Le syndicalisme allemand est essentiellement influencé par l’idéologie du partenariat social. Celle-ci se manifeste par la cogestion qui détermine les relations industrielles en Allemagne. Le partenariat social qui a conduit à des progrès sociaux pour les salariés présente certainement des avantages. Mais cela ne s’applique qu’en période de prospérité économique. En période de déclin ou de crise économique, ce fonctionnement rend les syndicats impuissants. C’est pourquoi les syndicalistes de gauche critiquent cette idéologie et exigent une politique syndicale autonome.
Un modèle remis en cause face à la crise politique, économique et industrielle
La question se pose de savoir comment les syndicats se comportent envers le gouvernement actuel. Les élections anticipées du 23 février 2025 ont profondément modifié le paysage politique allemand. La CDU a remporté les élections, mais avec moins de 30 % des suffrages. L’extrême droite, l’Alternative für Deutschland (AfD), a réalisé des gains significatifs devenant de facto le vainqueur du scrutin. Le SPD a enregistré le pire résultat de son histoire ; les Verts n’ont pas répondu à leurs attentes et les Libéraux ne sont plus représentés au Parlement. Il faut reconnaitre que le centre politique s’est effondré. En revanche, le parti de gauche a remporté une victoire électorale étonnante. Dans ce contexte, seule une coalition entre la CDU et le SPD, qui forment actuellement le gouvernement malgré leurs oppositions, était envisageable.
Le nouveau gouvernement est confronté à des défis majeurs. L’Allemagne fait face à des difficultés considérables, tant sur le plan économique, social que politique. Le modèle allemand est en crise. Son fondement matériel, à savoir une industrie forte et tournée vers l’exportation, est devenu fragile. Les événements chez Volkswagen, l’annonce de fermetures d’usine et de licenciements massifs ont produit un choc. Volkswagen est l’illustration la plus emblématique du modèle allemand de relations professionnelles. La crise qu’il traverse remet en question ce système en lui-même : la codécision (Mitbestimmung) est désormais attaquée. Si les fermetures d’usines prévues ont été évitées grâce à la résistance des salariés et des syndicats, ce sont finalement les salariés qui en paient le prix, avec d’importantes économies de coûts salariaux. Cette crise est également liée au fait que le nécessaire processus de transformation écologique de l’industrie est bloqué – par les entreprises elles-mêmes, avec leurs politiques à courte vue et axées sur le profit le plus grand, mais aussi par le manque de soutien politique et par la militarisation qui se traduit par des dépenses de défense colossales.
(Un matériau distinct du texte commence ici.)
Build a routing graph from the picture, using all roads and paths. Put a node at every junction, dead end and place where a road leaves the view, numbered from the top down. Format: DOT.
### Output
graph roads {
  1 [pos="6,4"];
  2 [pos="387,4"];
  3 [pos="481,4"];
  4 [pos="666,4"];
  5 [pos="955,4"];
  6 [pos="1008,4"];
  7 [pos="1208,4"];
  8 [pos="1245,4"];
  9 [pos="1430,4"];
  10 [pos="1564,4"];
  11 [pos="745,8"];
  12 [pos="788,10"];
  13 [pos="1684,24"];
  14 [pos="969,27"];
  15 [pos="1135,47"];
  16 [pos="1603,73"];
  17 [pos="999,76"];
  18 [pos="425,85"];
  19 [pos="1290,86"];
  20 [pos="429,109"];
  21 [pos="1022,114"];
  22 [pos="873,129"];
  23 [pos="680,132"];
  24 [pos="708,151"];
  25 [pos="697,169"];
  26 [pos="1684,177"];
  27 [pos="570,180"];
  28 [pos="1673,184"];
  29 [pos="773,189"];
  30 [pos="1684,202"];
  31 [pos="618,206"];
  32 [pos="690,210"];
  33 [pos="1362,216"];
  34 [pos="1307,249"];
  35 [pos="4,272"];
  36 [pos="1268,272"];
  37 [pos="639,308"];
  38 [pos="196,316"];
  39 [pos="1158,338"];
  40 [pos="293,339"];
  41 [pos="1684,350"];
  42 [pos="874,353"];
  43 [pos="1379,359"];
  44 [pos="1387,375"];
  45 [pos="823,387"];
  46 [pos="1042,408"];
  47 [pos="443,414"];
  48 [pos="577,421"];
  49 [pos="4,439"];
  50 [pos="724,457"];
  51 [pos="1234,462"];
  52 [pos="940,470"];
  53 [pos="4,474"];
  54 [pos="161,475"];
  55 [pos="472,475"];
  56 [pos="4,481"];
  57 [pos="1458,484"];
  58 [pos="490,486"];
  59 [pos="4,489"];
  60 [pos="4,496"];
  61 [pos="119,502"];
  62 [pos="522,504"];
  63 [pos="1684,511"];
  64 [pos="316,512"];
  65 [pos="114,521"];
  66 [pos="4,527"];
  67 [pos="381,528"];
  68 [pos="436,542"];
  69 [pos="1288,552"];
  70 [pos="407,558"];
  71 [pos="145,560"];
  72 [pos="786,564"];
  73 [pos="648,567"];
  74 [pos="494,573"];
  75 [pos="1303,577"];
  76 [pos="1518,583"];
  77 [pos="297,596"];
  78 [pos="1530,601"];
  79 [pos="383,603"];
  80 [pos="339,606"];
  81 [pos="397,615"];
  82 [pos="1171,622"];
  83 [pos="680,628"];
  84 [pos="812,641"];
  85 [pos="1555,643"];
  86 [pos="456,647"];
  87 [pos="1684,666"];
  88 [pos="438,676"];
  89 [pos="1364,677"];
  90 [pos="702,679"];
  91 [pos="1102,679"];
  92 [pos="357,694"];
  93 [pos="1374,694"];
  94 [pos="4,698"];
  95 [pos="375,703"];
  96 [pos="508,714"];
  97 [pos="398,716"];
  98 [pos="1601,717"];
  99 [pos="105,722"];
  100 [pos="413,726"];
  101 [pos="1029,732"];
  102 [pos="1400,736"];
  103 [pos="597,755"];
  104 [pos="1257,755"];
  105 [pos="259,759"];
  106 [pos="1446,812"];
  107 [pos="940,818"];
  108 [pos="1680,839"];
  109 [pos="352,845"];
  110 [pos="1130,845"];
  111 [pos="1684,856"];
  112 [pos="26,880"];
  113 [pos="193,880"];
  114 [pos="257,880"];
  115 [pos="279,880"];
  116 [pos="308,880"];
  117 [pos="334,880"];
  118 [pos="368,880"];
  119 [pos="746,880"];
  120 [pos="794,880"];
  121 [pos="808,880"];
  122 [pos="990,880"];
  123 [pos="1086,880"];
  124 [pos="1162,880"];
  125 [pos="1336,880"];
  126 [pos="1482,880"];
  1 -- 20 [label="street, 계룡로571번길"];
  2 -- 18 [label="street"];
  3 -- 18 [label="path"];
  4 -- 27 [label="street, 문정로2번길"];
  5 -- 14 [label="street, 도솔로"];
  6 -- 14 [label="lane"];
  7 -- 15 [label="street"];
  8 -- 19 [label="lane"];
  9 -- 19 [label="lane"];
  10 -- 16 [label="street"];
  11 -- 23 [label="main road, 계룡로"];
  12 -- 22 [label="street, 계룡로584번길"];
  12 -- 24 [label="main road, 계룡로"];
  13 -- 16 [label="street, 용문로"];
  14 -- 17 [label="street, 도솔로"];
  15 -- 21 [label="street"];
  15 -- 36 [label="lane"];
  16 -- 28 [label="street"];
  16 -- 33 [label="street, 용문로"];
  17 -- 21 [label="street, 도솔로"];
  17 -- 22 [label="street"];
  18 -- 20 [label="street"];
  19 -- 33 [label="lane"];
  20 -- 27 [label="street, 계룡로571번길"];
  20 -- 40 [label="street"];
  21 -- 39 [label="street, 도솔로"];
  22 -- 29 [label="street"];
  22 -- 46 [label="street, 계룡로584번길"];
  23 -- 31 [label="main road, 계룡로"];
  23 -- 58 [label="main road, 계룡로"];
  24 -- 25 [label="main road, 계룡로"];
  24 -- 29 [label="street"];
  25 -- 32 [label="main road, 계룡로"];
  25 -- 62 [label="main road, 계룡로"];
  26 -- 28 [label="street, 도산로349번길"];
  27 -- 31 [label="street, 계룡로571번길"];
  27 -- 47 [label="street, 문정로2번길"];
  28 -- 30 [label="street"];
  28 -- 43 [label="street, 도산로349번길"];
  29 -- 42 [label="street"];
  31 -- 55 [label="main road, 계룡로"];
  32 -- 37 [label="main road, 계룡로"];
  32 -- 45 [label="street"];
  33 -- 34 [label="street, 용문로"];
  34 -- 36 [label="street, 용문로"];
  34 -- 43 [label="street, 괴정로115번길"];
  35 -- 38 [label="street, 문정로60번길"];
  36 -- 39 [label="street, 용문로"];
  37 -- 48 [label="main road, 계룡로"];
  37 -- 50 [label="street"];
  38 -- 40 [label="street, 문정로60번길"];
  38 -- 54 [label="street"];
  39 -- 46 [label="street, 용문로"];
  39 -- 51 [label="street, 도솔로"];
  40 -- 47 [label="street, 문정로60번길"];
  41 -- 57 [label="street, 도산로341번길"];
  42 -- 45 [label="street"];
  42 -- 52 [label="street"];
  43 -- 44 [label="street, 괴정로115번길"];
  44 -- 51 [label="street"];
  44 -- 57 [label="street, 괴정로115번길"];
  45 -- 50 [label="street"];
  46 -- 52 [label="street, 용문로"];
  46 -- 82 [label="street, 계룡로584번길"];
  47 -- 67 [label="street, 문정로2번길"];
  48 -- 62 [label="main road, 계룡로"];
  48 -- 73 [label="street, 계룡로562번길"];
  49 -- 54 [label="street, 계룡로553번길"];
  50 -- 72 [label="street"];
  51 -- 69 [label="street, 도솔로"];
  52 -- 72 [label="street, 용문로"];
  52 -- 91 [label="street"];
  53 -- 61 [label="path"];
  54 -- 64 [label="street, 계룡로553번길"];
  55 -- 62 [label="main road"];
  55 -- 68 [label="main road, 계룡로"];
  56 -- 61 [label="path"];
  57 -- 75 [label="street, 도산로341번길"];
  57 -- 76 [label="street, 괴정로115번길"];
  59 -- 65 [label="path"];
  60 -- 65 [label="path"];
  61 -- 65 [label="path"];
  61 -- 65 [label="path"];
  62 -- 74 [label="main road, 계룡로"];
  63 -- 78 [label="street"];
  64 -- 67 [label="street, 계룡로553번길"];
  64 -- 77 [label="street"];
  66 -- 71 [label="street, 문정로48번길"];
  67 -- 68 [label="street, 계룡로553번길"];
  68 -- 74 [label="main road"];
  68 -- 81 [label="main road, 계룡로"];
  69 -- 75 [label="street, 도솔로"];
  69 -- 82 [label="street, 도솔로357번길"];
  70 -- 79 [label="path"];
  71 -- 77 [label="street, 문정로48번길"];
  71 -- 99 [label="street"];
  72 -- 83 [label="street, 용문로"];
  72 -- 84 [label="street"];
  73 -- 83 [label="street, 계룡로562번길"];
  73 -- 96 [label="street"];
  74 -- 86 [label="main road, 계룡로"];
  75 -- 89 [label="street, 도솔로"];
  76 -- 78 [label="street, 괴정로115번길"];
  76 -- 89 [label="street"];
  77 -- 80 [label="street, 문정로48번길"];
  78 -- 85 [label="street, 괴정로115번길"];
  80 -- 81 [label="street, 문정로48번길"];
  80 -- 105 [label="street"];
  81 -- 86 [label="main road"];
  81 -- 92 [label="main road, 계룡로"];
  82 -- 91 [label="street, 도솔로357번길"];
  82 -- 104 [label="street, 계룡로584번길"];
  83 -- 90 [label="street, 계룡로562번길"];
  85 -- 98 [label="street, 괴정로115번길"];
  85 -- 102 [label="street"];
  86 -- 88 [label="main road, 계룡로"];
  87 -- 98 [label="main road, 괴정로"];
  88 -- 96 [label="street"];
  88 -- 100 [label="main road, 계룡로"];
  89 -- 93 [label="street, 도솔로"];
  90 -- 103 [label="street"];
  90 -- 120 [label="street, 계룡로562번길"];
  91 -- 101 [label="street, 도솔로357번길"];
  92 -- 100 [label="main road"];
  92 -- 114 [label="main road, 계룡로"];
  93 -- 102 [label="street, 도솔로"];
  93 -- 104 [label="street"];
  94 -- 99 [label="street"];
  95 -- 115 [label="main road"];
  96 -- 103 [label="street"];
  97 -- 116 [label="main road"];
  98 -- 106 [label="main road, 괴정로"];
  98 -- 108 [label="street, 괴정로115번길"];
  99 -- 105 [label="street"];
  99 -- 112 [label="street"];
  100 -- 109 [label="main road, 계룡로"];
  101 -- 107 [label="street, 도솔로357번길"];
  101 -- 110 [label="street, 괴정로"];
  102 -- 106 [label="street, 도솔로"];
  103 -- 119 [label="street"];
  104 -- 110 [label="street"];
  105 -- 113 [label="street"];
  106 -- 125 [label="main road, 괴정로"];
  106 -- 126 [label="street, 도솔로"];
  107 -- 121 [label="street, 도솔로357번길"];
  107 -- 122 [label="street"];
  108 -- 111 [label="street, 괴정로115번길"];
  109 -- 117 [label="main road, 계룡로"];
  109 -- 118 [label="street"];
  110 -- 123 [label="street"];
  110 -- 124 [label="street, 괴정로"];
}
Le développement industriel stagne et le risque de désindustrialisation est présent. Les entreprises réagissent par des programmes de réduction des coûts au détriment des salariés et par la politique de délocalisation à l’étranger. Les syndicats réagissent. IG Metall, par exemple, a lancé une grande campagne sous le slogan « L’avenir plutôt que les coupes à blanc ». Les rassemblements de masse qu’il a organisés le 15 mars 2025 ont été très suivis. Il est important d’intensifier la résistance et de la combiner avec des mesures de politique industrielle. Celle-ci ne peut pas se limiter à des subventions ou des incitations à l’achat de voitures électriques, mais doit fournir des orientations et des perspectives pour les processus de transformation nécessaires. Cela inclut, par exemple, un autre système de mobilité.
Des syndicats autonomes et offensifs pour lutter contre la régression sociale et la militarisation
Les services publics constituent un autre champ de confrontation. Avec les fermetures d’hôpitaux et des conditions de travail de plus en plus difficiles, le secteur de la santé est particulièrement affecté. La régression sociale se généralise. Les exemptions de salaire minimum y contribuent. Le SPD revendique au contraire son augmentation. Cela s’applique également à la politique migratoire, qui devient de plus en plus stricte.
Les droits syndicaux eux-mêmes, comme le droit de grève, sont menacés. Les conditions de travail se détériorent. Selon l’accord de coalition, la limitation de la durée quotidienne du travail, et donc la journée de huit heures, doit être abandonnée au profit d’une semaine de travail hebdomadaire. Cela signifie une régression sociale sans précédent.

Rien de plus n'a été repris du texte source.